Kemal Okuyan’a, Öcalan-Demirtaş çizgileri arasındaki farklılığı, HDP’nin içine girdiği süreci nasıl okuduklarını sordum:

“Kürt siyasetine dair değerlendirme yaparken ihtiyatlı olmak lazım. Çünkü öncelikleri farklı, pragmatikler, çok ata oynuyorlar. HDP, soldan arındırıldığında bir bölge partisidir. Demirtaş ise özgün bir yere oturuyor. Solcu görünüyor ama alakası yok. Demirtaş, HDP’nin geleneksel solcularından farklıdır. HDP’nin zemini farklı. Ulusal hareketler böyledir. İrlanda’da da Filistin’de de böyleydi. Ulusal hareketler herkesle masaya oturur. Dışarıda da içerde de bunu yapar. AKP bir yerde ‘terörü bitirdik, artık Kürt yurttaşlarımızla buluşuyoruz’ diyecek. Bunun HDP’de karşılığı olur mu göreceğiz. HDP’nin bir taraftan Millet İttifakı’yla girdiği ilişki var. Ancak masada İYİ Parti’nin olması HDP’nin işini zorlaştırıyor. HDP’nin içinde ‘bizimkiler AKP ile anlaşacak’ diyenler var.

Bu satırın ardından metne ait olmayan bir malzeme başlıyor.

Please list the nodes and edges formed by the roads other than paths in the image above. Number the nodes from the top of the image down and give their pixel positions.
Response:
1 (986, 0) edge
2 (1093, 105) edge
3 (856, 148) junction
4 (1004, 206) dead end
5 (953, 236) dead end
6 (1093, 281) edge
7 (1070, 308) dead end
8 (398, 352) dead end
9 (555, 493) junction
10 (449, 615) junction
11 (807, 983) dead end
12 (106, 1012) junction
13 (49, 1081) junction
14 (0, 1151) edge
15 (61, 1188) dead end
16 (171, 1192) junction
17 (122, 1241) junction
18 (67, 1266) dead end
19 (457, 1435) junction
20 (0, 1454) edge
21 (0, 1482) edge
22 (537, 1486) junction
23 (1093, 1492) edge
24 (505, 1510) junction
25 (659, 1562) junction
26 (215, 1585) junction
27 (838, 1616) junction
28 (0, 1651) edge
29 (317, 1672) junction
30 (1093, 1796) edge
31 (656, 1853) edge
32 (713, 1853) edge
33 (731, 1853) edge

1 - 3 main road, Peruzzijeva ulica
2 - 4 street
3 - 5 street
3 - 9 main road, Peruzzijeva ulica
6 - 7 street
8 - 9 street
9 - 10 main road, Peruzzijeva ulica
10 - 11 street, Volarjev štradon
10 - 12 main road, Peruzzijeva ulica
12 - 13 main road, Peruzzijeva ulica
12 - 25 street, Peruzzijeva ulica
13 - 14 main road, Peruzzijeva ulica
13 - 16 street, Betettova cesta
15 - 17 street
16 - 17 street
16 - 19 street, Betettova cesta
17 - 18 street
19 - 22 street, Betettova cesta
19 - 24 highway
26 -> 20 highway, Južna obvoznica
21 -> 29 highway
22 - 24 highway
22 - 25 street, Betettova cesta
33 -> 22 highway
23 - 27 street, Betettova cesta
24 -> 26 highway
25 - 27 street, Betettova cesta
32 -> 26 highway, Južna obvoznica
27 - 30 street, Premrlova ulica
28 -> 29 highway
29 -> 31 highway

Ben buna katılmıyorum, çok zor.”


“Erdoğan yaratılmış bir sorun”


Kemal Okuyan’ın şu cümleleri çarpıcı: “Tayyip Erdoğan Türkiye için bir sorun. Ancak Erdoğan yaratılmış bir sorun. Bu sorunu üretenler en çıkışsız dönemini yaşıyor. Konutu devlet yapmalı, tarımda planlama herkesin dilinde. Ama bunları yıllardır söyleyen sosyalistleri görmemeye çalışıyorlar. Sadece ‘Erdoğan gitsin’ diye böyle bir çizgiye evet dersek daha büyük bir sorunla karşılaşacağız. Millet İttifakı seçimi aldık diyor. Nasıl bunu söylüyorlar anlamıyorum. Erdoğan’ın elinde halen güçlü kartlar var. Tarihin en büyük krizlerinden birinde ayakta kaldı. Sermaye ve Batı ile ilişkisini yavaş yavaş düzeltiyor.”

Okuyan cumhurbaşkanlığı seçiminde mümkünse sol partilerle ortak aday çıkarmak istediklerini belirtip, “Bu mümkün olmazsa TKP bir aday çıkaracak. Yakın dostumuz olan siyasi partileri ikna etmeye çalışıyoruz” vurgusu da yaptı.

TKP’nin açlık ve yoksulluk üzerinden Erzurum’da örgütlendiğini ve kalıcı anlamda çözümler için var olduklarını ifade eden Okuyan’ın “Rüzgarla yükselen rüzgarla iner” tespitinin altını çizmekte yarar var! Çünkü... Daha önce dediğim gibi “popülizm” siyasete egemen olmuş durumda...

Kendileri dışında Türkiye’deki siyasi eğilimleri de eleştiren Okuyan, “Türkiye’de liberalizm ve ulusalcılık, Türkiye’de sınıf meselesini görmezden gelmede ortaklaşıyor” ifadelerini kullandı. Okuyan, Zafer Partisi ve Ümit Özdağ’a yönelik soruya da şu yanıtı verdi: “Ümit Özdağ’ın AKP ile gizli bir anlaşma yaptığını düşünüyorum. Yaptığı iktidarın işine yarıyor. Hem muhalefetten bir parça koparıyor. Öte yandan AKP’nin önüne çözebileceği bir sorun (sığınmacı meselesi) getiriyor.”

SONUÇ: Kemal Okuyan’ın “muhalefete muhalefet eden parti” eleştirisini göze aldığını gözlemledim. Çünkü... Tehlikenin, “Erdoğan gitsin, yeni bir Erdoğan gelsin” olduğunu düşünüyor. 2000’lerde Ergenekon sürecinde kendilerine “faşist” denildiğini ve gerçeği söylemekten vazgeçmediklerini de not olarak eklemek gerekiyor.